(Stored data)
______________________________

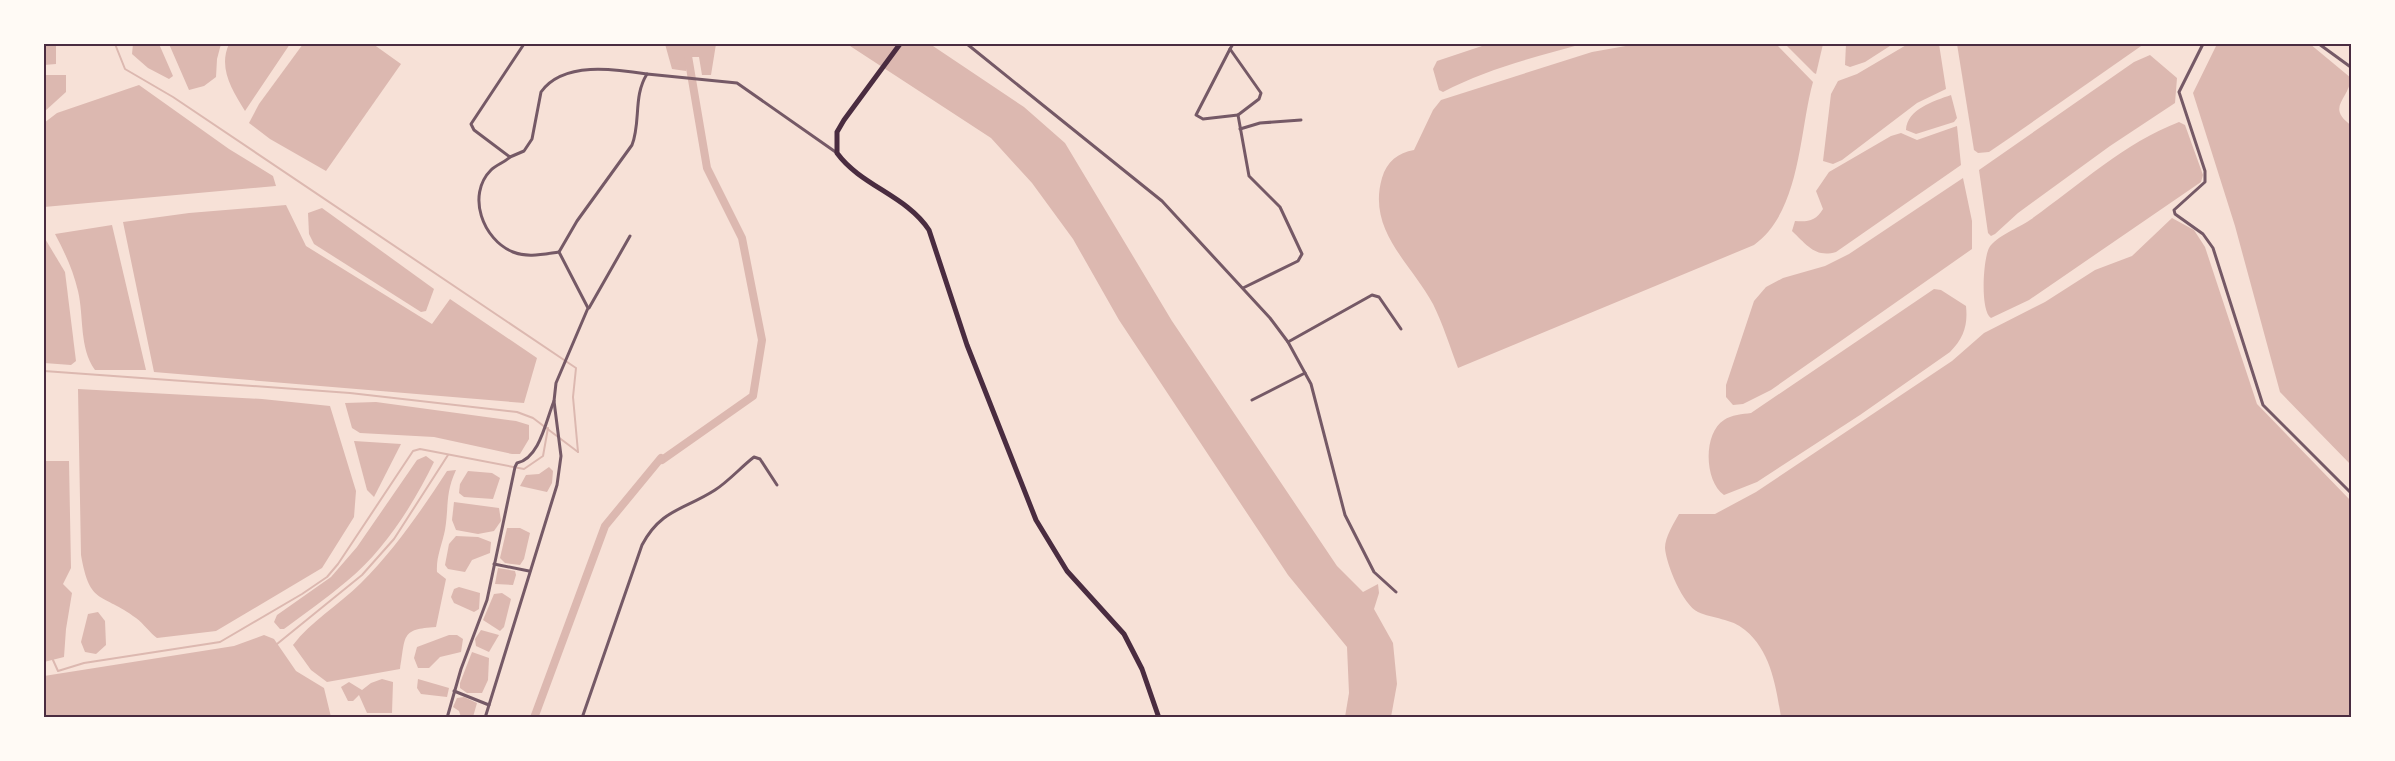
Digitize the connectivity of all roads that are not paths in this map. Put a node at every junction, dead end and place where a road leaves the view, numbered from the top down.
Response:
1 (524, 44) edge
2 (900, 44) edge
3 (967, 44) edge
4 (1233, 44) edge
5 (2203, 44) edge
6 (2319, 44) edge
7 (1230, 50) junction
8 (2352, 68) edge
9 (647, 74) junction
10 (1238, 115) junction
11 (1301, 120) dead end
12 (1240, 129) junction
13 (837, 153) junction
14 (510, 157) junction
15 (630, 236) dead end
16 (559, 252) junction
17 (1243, 288) junction
18 (588, 308) junction
19 (1401, 329) dead end
20 (1288, 342) junction
21 (1305, 373) junction
22 (1252, 400) dead end
23 (554, 401) junction
24 (777, 485) dead end
25 (2352, 494) edge
26 (494, 564) junction
27 (529, 571) junction
28 (1396, 592) dead end
29 (454, 691) junction
30 (489, 705) junction
31 (447, 717) edge
32 (485, 717) edge
33 (582, 717) edge
34 (1159, 717) edge

1 - 14 street
2 - 13 main road
3 - 17 street
4 - 7 street
5 - 25 street
6 - 8 street
7 - 10 street
7 - 10 street
9 - 13 street
9 - 14 street
9 - 16 street
10 - 12 street
11 - 12 street
12 - 17 street
13 - 34 main road
14 - 16 street
15 - 18 street
16 - 18 street
17 - 20 street
18 - 23 street
19 - 20 street
20 - 21 street
21 - 22 street
21 - 28 street
23 - 26 street
23 - 27 street
24 - 33 street
26 - 27 street
26 - 29 street
27 - 30 street
29 - 30 street
29 - 31 street
30 - 32 street

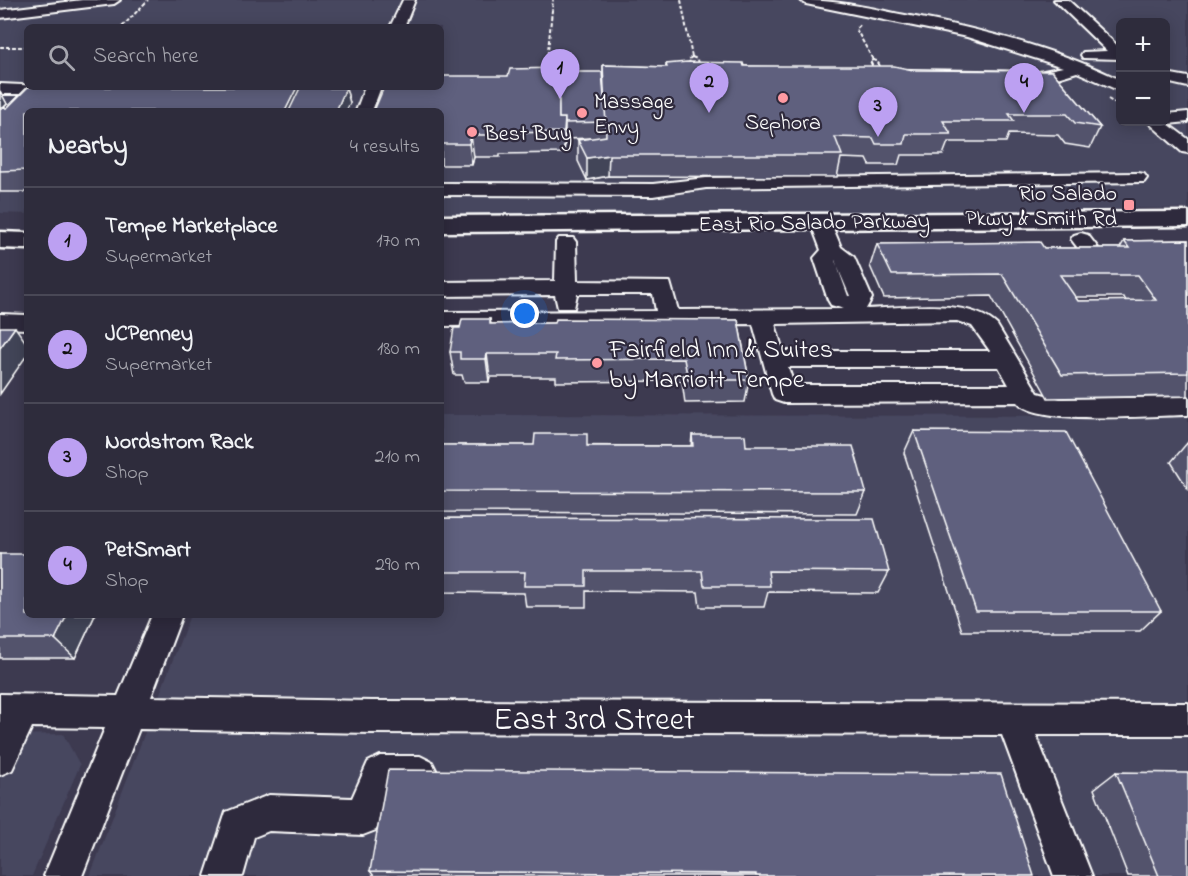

______________________________

> Task:
Lines above that have "dead": copy each of them.

> Response to the task:
Digitize the connectivity of all roads that are not paths in this map. Put a node at every junction, dead end and place where a road leaves the view, numbered from the top down.
11 (1301, 120) dead end
15 (630, 236) dead end
19 (1401, 329) dead end
22 (1252, 400) dead end
24 (777, 485) dead end
28 (1396, 592) dead end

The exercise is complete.